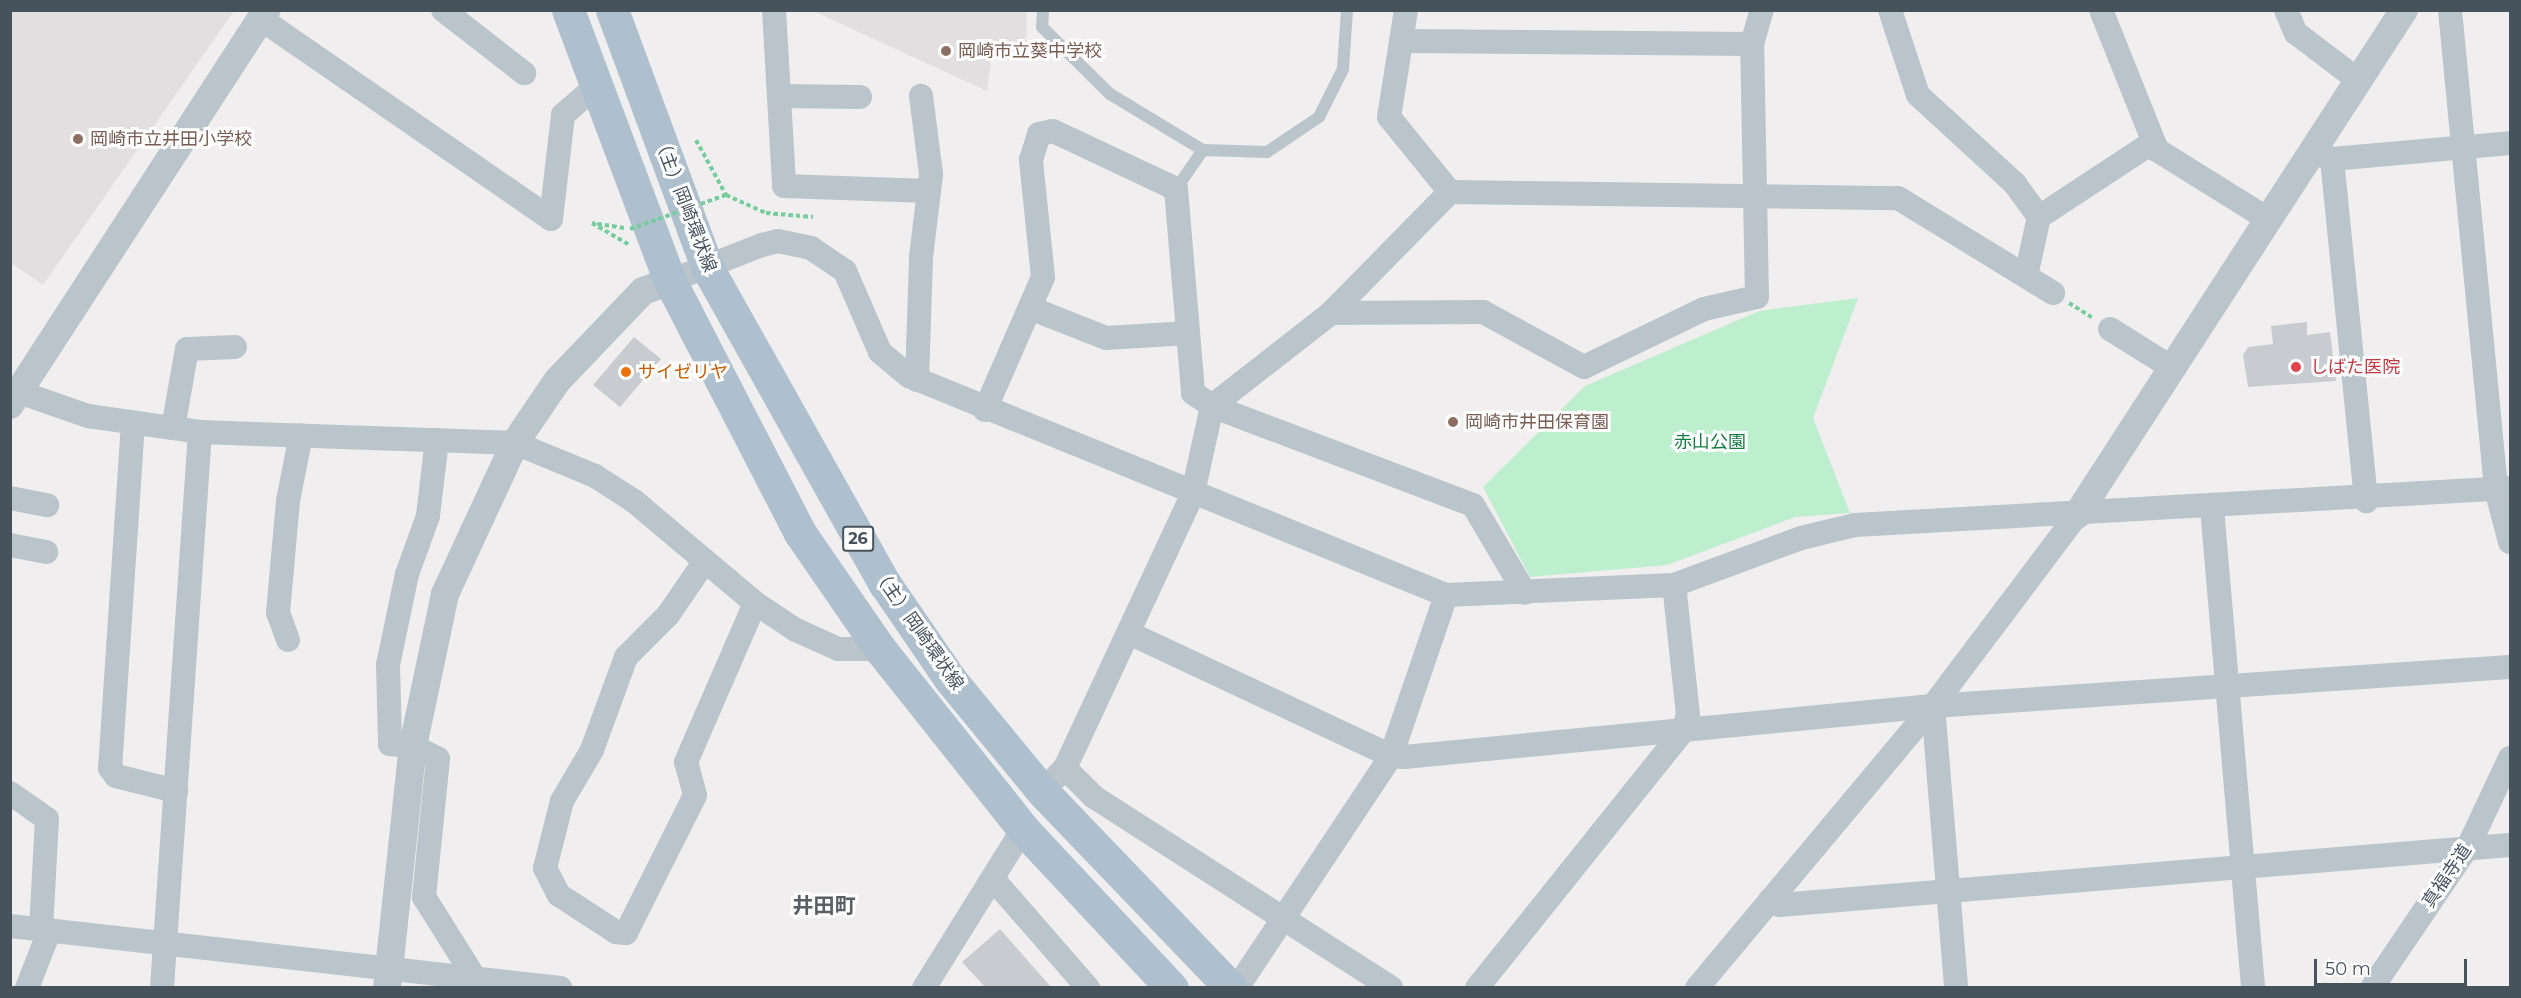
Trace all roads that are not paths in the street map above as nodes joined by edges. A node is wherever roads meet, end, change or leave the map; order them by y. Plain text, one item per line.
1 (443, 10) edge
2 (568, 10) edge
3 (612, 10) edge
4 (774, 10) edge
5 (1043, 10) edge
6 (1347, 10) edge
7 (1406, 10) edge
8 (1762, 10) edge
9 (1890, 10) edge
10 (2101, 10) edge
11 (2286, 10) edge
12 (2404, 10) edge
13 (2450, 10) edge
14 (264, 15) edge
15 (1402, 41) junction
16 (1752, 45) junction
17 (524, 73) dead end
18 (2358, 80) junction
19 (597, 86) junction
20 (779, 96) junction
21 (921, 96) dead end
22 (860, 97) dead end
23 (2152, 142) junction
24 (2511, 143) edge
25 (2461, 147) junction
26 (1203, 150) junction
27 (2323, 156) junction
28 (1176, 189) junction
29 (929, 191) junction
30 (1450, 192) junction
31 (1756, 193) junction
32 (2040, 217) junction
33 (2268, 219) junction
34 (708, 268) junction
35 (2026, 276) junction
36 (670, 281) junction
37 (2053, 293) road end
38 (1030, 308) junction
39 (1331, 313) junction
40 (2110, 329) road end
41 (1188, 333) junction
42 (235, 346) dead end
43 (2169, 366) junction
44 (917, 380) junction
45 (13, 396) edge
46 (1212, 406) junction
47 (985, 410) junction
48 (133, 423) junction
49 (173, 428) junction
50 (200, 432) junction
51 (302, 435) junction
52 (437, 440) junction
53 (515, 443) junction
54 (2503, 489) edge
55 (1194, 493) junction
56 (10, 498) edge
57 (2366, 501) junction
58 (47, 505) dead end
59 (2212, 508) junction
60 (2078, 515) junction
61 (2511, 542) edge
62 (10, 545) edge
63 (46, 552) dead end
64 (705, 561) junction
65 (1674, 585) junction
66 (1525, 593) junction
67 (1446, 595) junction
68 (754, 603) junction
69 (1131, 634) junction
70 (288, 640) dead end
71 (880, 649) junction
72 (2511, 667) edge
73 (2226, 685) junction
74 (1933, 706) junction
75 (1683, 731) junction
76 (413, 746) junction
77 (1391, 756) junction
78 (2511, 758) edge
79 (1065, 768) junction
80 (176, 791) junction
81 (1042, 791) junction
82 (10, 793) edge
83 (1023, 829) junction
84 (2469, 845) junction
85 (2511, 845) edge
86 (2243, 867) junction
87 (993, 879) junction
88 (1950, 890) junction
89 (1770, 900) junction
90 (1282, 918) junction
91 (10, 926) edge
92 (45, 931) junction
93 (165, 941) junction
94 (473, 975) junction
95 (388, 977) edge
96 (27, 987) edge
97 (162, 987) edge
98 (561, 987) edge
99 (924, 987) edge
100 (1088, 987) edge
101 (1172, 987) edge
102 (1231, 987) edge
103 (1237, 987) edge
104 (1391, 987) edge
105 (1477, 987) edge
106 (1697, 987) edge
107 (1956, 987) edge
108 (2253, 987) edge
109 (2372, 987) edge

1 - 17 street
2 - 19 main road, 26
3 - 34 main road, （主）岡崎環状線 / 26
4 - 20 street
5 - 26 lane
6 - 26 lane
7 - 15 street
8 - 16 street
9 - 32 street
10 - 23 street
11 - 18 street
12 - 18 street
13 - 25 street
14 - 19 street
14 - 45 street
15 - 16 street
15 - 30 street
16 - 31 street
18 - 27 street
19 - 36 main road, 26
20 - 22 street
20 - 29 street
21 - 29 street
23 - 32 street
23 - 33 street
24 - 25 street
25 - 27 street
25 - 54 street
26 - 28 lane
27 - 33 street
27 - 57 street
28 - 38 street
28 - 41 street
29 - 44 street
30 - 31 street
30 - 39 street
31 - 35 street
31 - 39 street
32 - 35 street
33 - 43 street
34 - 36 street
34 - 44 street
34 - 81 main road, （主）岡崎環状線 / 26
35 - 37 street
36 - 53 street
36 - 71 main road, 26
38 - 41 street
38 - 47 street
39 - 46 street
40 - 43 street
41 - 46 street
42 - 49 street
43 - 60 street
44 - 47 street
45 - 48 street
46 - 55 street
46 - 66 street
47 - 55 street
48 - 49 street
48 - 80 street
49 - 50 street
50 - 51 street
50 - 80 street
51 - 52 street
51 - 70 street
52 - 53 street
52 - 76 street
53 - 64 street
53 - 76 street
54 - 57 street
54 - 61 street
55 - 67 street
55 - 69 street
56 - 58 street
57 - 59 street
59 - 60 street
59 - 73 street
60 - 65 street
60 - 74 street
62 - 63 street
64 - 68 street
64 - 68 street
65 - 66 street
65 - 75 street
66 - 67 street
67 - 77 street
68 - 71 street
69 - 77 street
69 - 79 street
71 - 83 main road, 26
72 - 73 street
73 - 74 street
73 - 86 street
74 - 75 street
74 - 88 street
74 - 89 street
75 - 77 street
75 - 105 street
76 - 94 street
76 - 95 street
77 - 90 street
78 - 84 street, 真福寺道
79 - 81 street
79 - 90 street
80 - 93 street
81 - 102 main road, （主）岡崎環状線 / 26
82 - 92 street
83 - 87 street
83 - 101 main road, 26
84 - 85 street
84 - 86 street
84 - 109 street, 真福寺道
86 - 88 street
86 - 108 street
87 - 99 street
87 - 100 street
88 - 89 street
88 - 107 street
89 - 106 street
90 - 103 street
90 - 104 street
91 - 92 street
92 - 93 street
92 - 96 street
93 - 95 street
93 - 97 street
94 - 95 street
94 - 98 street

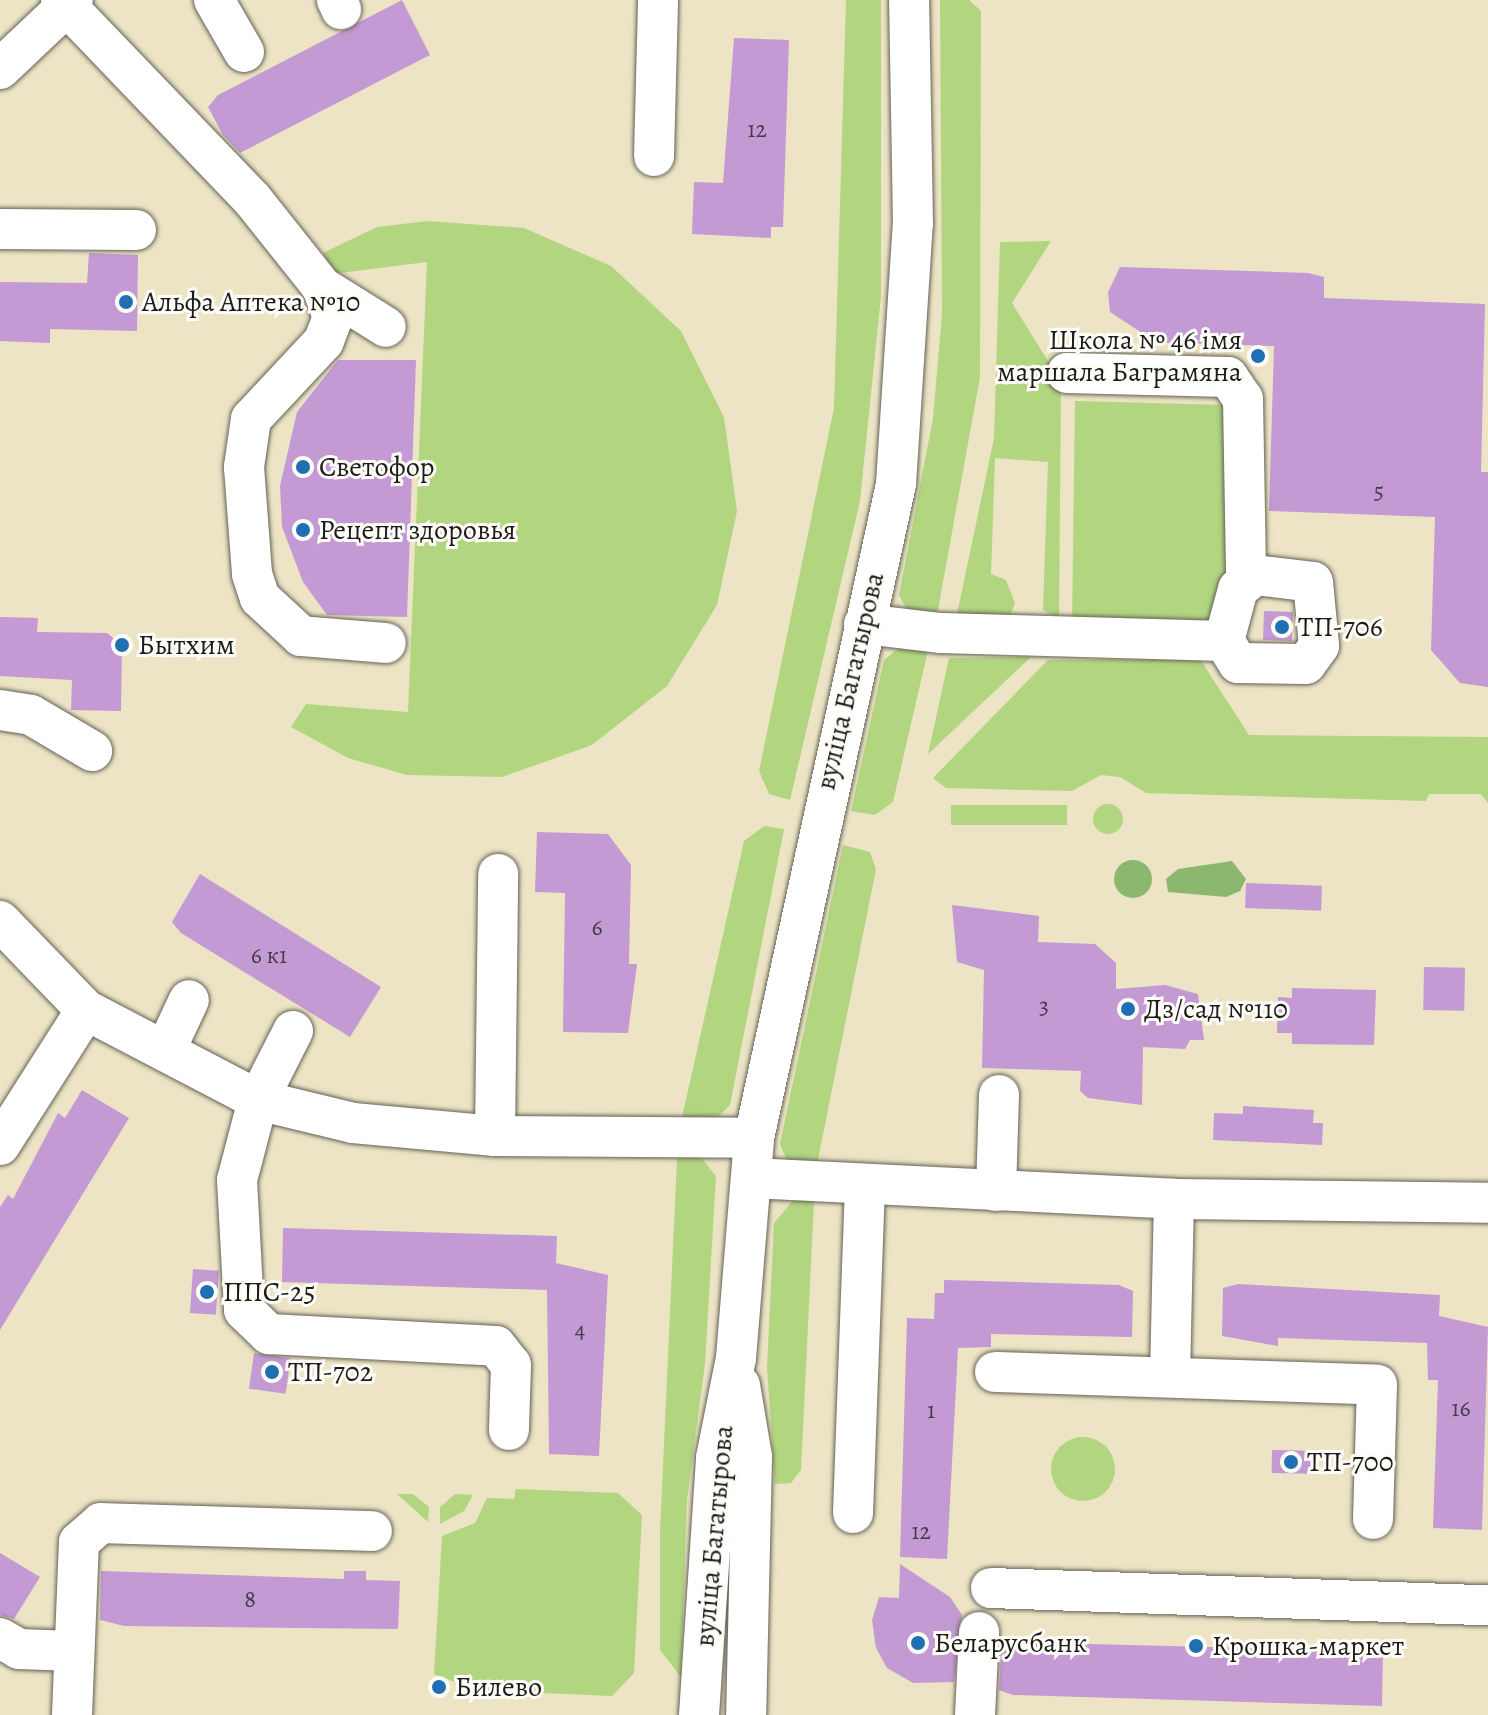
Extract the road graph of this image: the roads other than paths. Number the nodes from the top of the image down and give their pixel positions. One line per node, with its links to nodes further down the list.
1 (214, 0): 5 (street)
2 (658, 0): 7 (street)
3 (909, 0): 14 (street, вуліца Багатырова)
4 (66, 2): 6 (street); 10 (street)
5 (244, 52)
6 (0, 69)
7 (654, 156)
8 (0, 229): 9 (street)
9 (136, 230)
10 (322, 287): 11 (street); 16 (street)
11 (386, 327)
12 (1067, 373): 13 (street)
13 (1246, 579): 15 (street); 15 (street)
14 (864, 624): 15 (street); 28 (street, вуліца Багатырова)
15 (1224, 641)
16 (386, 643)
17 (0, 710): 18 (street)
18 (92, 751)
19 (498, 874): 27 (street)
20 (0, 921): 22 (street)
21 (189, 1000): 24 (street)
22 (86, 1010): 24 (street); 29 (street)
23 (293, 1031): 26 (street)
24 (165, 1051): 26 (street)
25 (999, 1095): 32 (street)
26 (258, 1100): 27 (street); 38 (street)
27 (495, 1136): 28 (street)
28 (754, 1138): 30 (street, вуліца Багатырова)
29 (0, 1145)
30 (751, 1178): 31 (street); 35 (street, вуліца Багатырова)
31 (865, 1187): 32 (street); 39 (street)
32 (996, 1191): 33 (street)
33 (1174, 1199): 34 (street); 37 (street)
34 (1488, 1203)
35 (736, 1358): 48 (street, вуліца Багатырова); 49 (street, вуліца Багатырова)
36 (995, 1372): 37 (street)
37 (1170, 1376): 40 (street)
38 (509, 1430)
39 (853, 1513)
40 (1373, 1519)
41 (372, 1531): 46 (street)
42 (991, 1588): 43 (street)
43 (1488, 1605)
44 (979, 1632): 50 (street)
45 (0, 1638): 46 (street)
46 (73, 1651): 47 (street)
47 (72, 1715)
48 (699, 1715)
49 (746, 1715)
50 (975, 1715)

========

> _What to work on_:
Restate the full listing verbatim and drop every picture.

> _Your response_:
Trace all roads that are not paths in the street map above as nodes joined by edges. A node is wherever roads meet, end, change or leave the map; order them by y. Plain text, one item per line.
1 (443, 10) edge
2 (568, 10) edge
3 (612, 10) edge
4 (774, 10) edge
5 (1043, 10) edge
6 (1347, 10) edge
7 (1406, 10) edge
8 (1762, 10) edge
9 (1890, 10) edge
10 (2101, 10) edge
11 (2286, 10) edge
12 (2404, 10) edge
13 (2450, 10) edge
14 (264, 15) edge
15 (1402, 41) junction
16 (1752, 45) junction
17 (524, 73) dead end
18 (2358, 80) junction
19 (597, 86) junction
20 (779, 96) junction
21 (921, 96) dead end
22 (860, 97) dead end
23 (2152, 142) junction
24 (2511, 143) edge
25 (2461, 147) junction
26 (1203, 150) junction
27 (2323, 156) junction
28 (1176, 189) junction
29 (929, 191) junction
30 (1450, 192) junction
31 (1756, 193) junction
32 (2040, 217) junction
33 (2268, 219) junction
34 (708, 268) junction
35 (2026, 276) junction
36 (670, 281) junction
37 (2053, 293) road end
38 (1030, 308) junction
39 (1331, 313) junction
40 (2110, 329) road end
41 (1188, 333) junction
42 (235, 346) dead end
43 (2169, 366) junction
44 (917, 380) junction
45 (13, 396) edge
46 (1212, 406) junction
47 (985, 410) junction
48 (133, 423) junction
49 (173, 428) junction
50 (200, 432) junction
51 (302, 435) junction
52 (437, 440) junction
53 (515, 443) junction
54 (2503, 489) edge
55 (1194, 493) junction
56 (10, 498) edge
57 (2366, 501) junction
58 (47, 505) dead end
59 (2212, 508) junction
60 (2078, 515) junction
61 (2511, 542) edge
62 (10, 545) edge
63 (46, 552) dead end
64 (705, 561) junction
65 (1674, 585) junction
66 (1525, 593) junction
67 (1446, 595) junction
68 (754, 603) junction
69 (1131, 634) junction
70 (288, 640) dead end
71 (880, 649) junction
72 (2511, 667) edge
73 (2226, 685) junction
74 (1933, 706) junction
75 (1683, 731) junction
76 (413, 746) junction
77 (1391, 756) junction
78 (2511, 758) edge
79 (1065, 768) junction
80 (176, 791) junction
81 (1042, 791) junction
82 (10, 793) edge
83 (1023, 829) junction
84 (2469, 845) junction
85 (2511, 845) edge
86 (2243, 867) junction
87 (993, 879) junction
88 (1950, 890) junction
89 (1770, 900) junction
90 (1282, 918) junction
91 (10, 926) edge
92 (45, 931) junction
93 (165, 941) junction
94 (473, 975) junction
95 (388, 977) edge
96 (27, 987) edge
97 (162, 987) edge
98 (561, 987) edge
99 (924, 987) edge
100 (1088, 987) edge
101 (1172, 987) edge
102 (1231, 987) edge
103 (1237, 987) edge
104 (1391, 987) edge
105 (1477, 987) edge
106 (1697, 987) edge
107 (1956, 987) edge
108 (2253, 987) edge
109 (2372, 987) edge

1 - 17 street
2 - 19 main road, 26
3 - 34 main road, （主）岡崎環状線 / 26
4 - 20 street
5 - 26 lane
6 - 26 lane
7 - 15 street
8 - 16 street
9 - 32 street
10 - 23 street
11 - 18 street
12 - 18 street
13 - 25 street
14 - 19 street
14 - 45 street
15 - 16 street
15 - 30 street
16 - 31 street
18 - 27 street
19 - 36 main road, 26
20 - 22 street
20 - 29 street
21 - 29 street
23 - 32 street
23 - 33 street
24 - 25 street
25 - 27 street
25 - 54 street
26 - 28 lane
27 - 33 street
27 - 57 street
28 - 38 street
28 - 41 street
29 - 44 street
30 - 31 street
30 - 39 street
31 - 35 street
31 - 39 street
32 - 35 street
33 - 43 street
34 - 36 street
34 - 44 street
34 - 81 main road, （主）岡崎環状線 / 26
35 - 37 street
36 - 53 street
36 - 71 main road, 26
38 - 41 street
38 - 47 street
39 - 46 street
40 - 43 street
41 - 46 street
42 - 49 street
43 - 60 street
44 - 47 street
45 - 48 street
46 - 55 street
46 - 66 street
47 - 55 street
48 - 49 street
48 - 80 street
49 - 50 street
50 - 51 street
50 - 80 street
51 - 52 street
51 - 70 street
52 - 53 street
52 - 76 street
53 - 64 street
53 - 76 street
54 - 57 street
54 - 61 street
55 - 67 street
55 - 69 street
56 - 58 street
57 - 59 street
59 - 60 street
59 - 73 street
60 - 65 street
60 - 74 street
62 - 63 street
64 - 68 street
64 - 68 street
65 - 66 street
65 - 75 street
66 - 67 street
67 - 77 street
68 - 71 street
69 - 77 street
69 - 79 street
71 - 83 main road, 26
72 - 73 street
73 - 74 street
73 - 86 street
74 - 75 street
74 - 88 street
74 - 89 street
75 - 77 street
75 - 105 street
76 - 94 street
76 - 95 street
77 - 90 street
78 - 84 street, 真福寺道
79 - 81 street
79 - 90 street
80 - 93 street
81 - 102 main road, （主）岡崎環状線 / 26
82 - 92 street
83 - 87 street
83 - 101 main road, 26
84 - 85 street
84 - 86 street
84 - 109 street, 真福寺道
86 - 88 street
86 - 108 street
87 - 99 street
87 - 100 street
88 - 89 street
88 - 107 street
89 - 106 street
90 - 103 street
90 - 104 street
91 - 92 street
92 - 93 street
92 - 96 street
93 - 95 street
93 - 97 street
94 - 95 street
94 - 98 street

Extract the road graph of this image: the roads other than paths. Number the nodes from the top of the image down and give their pixel positions. One line per node, with its links to nodes further down the list.
1 (214, 0): 5 (street)
2 (658, 0): 7 (street)
3 (909, 0): 14 (street, вуліца Багатырова)
4 (66, 2): 6 (street); 10 (street)
5 (244, 52)
6 (0, 69)
7 (654, 156)
8 (0, 229): 9 (street)
9 (136, 230)
10 (322, 287): 11 (street); 16 (street)
11 (386, 327)
12 (1067, 373): 13 (street)
13 (1246, 579): 15 (street); 15 (street)
14 (864, 624): 15 (street); 28 (street, вуліца Багатырова)
15 (1224, 641)
16 (386, 643)
17 (0, 710): 18 (street)
18 (92, 751)
19 (498, 874): 27 (street)
20 (0, 921): 22 (street)
21 (189, 1000): 24 (street)
22 (86, 1010): 24 (street); 29 (street)
23 (293, 1031): 26 (street)
24 (165, 1051): 26 (street)
25 (999, 1095): 32 (street)
26 (258, 1100): 27 (street); 38 (street)
27 (495, 1136): 28 (street)
28 (754, 1138): 30 (street, вуліца Багатырова)
29 (0, 1145)
30 (751, 1178): 31 (street); 35 (street, вуліца Багатырова)
31 (865, 1187): 32 (street); 39 (street)
32 (996, 1191): 33 (street)
33 (1174, 1199): 34 (street); 37 (street)
34 (1488, 1203)
35 (736, 1358): 48 (street, вуліца Багатырова); 49 (street, вуліца Багатырова)
36 (995, 1372): 37 (street)
37 (1170, 1376): 40 (street)
38 (509, 1430)
39 (853, 1513)
40 (1373, 1519)
41 (372, 1531): 46 (street)
42 (991, 1588): 43 (street)
43 (1488, 1605)
44 (979, 1632): 50 (street)
45 (0, 1638): 46 (street)
46 (73, 1651): 47 (street)
47 (72, 1715)
48 (699, 1715)
49 (746, 1715)
50 (975, 1715)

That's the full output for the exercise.